La Stampa, 29 marzo 2021
Giuseppe Penone difende il suo albero per Dante
Lo accusano di aver creato un’installazione in omaggio a Dante che con il Sommo Poeta non c’entra nulla. E per di più di avere avuto l’ardire di sistemarla a Firenze nel cuore di Piazza della Signoria. Lui preferisce non ragionar di loro, guardando e passando oltre le polemiche.

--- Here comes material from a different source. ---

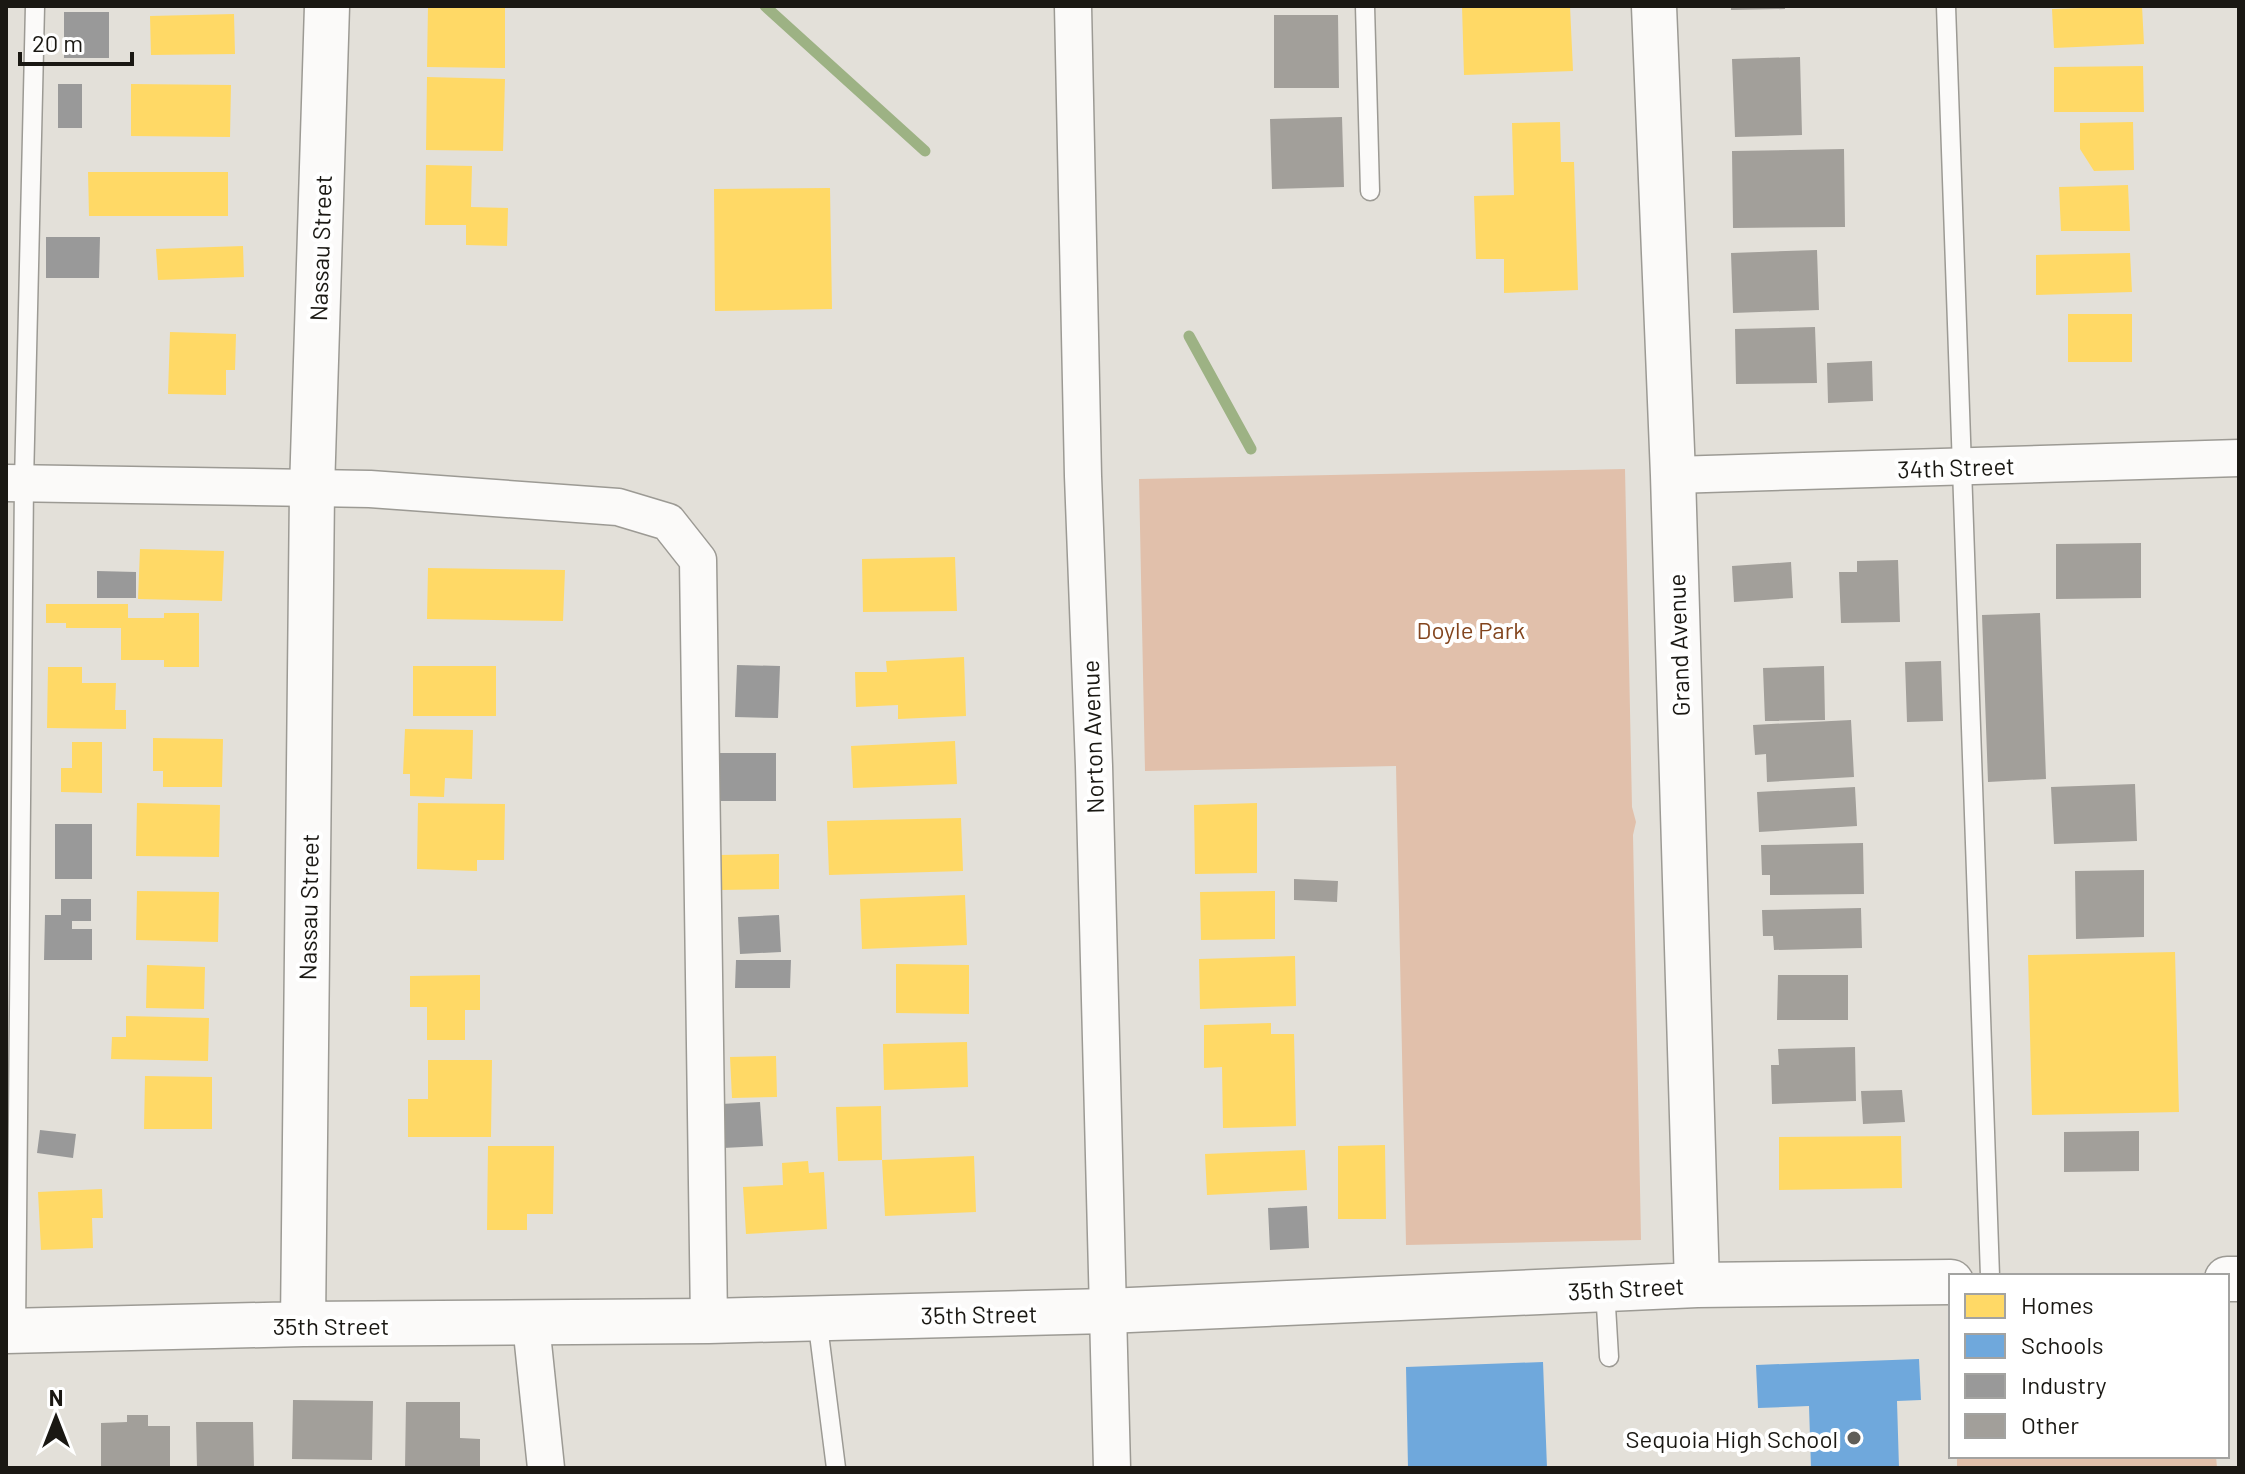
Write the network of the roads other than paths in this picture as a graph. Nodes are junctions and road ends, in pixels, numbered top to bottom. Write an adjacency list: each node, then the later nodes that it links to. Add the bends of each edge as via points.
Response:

La flemma non fa certo difetto a Giuseppe Penone, piemontese, classe 1947, maestro dell’Arte Povera che dopo aver ricevuto in 50 anni di carriera i riconoscimenti internazionali per le sue sculture piazzate nel giardino delle Tuileries o al Louvre di Abu Dhabi, ora è nel mirino dei fiorentini e di critici d’arte come Vittorio Sgarbi che lo ha accusato di aver creato un Pinocchio senza vita. Come aveva previsto Eike Schmidt, direttore degli Uffizi, inaugurando quattro giorni fa Abete, l’albero di Penone alto 22 metri, «l’arte contemporanea crea sempre dibattito, e anche stavolta sarà così».

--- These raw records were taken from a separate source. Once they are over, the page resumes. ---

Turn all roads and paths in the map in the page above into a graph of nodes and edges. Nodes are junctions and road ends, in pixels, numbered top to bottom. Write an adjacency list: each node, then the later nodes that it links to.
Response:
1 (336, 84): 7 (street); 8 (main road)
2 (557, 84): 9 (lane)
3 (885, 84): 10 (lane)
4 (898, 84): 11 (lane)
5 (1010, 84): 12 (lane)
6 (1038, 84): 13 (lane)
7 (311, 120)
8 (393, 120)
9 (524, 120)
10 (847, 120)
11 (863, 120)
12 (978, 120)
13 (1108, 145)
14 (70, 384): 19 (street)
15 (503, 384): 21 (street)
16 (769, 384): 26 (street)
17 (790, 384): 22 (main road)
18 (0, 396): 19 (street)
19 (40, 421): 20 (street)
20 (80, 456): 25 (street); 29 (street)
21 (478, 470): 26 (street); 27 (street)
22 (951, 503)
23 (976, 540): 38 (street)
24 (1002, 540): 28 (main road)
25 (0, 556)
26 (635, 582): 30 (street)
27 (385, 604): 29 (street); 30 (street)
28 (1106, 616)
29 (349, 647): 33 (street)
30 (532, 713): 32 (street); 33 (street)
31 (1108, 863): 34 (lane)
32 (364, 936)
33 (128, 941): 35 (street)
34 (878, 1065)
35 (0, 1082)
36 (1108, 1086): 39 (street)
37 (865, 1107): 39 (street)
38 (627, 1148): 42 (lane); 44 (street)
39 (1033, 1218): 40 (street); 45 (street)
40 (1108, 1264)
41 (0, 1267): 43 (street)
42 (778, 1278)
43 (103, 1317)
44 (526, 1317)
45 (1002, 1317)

Penone, lo pensava anche lei o è stato sorpreso dalle polemiche?
«Guardi, certe ironie e certi commenti sono normali da parte dei fiorentini, e anche simpatici per certi versi. Vorrei però precisare che quella scultura è stata fatta nel 2013 e quindi non c’era alcun legame con l’anniversario dantesco né con Piazza della Signoria».
Allora com’era nata?
«Era una riflessione sulla crescita del vegetale, sul suo avvitamento che tende verso l’alto, la luce. L’opera nasce da un abete che ho trovato nel Cuneese e che doveva essere abbattuto. Mi pareva adatto per sottolineare l’energia della sua crescita spiraliforme visualizzata appoggiando sezioni di bambù ai rami di acciaio della scultura. Il tema era proprio quello dell’avvitamento e della tensione».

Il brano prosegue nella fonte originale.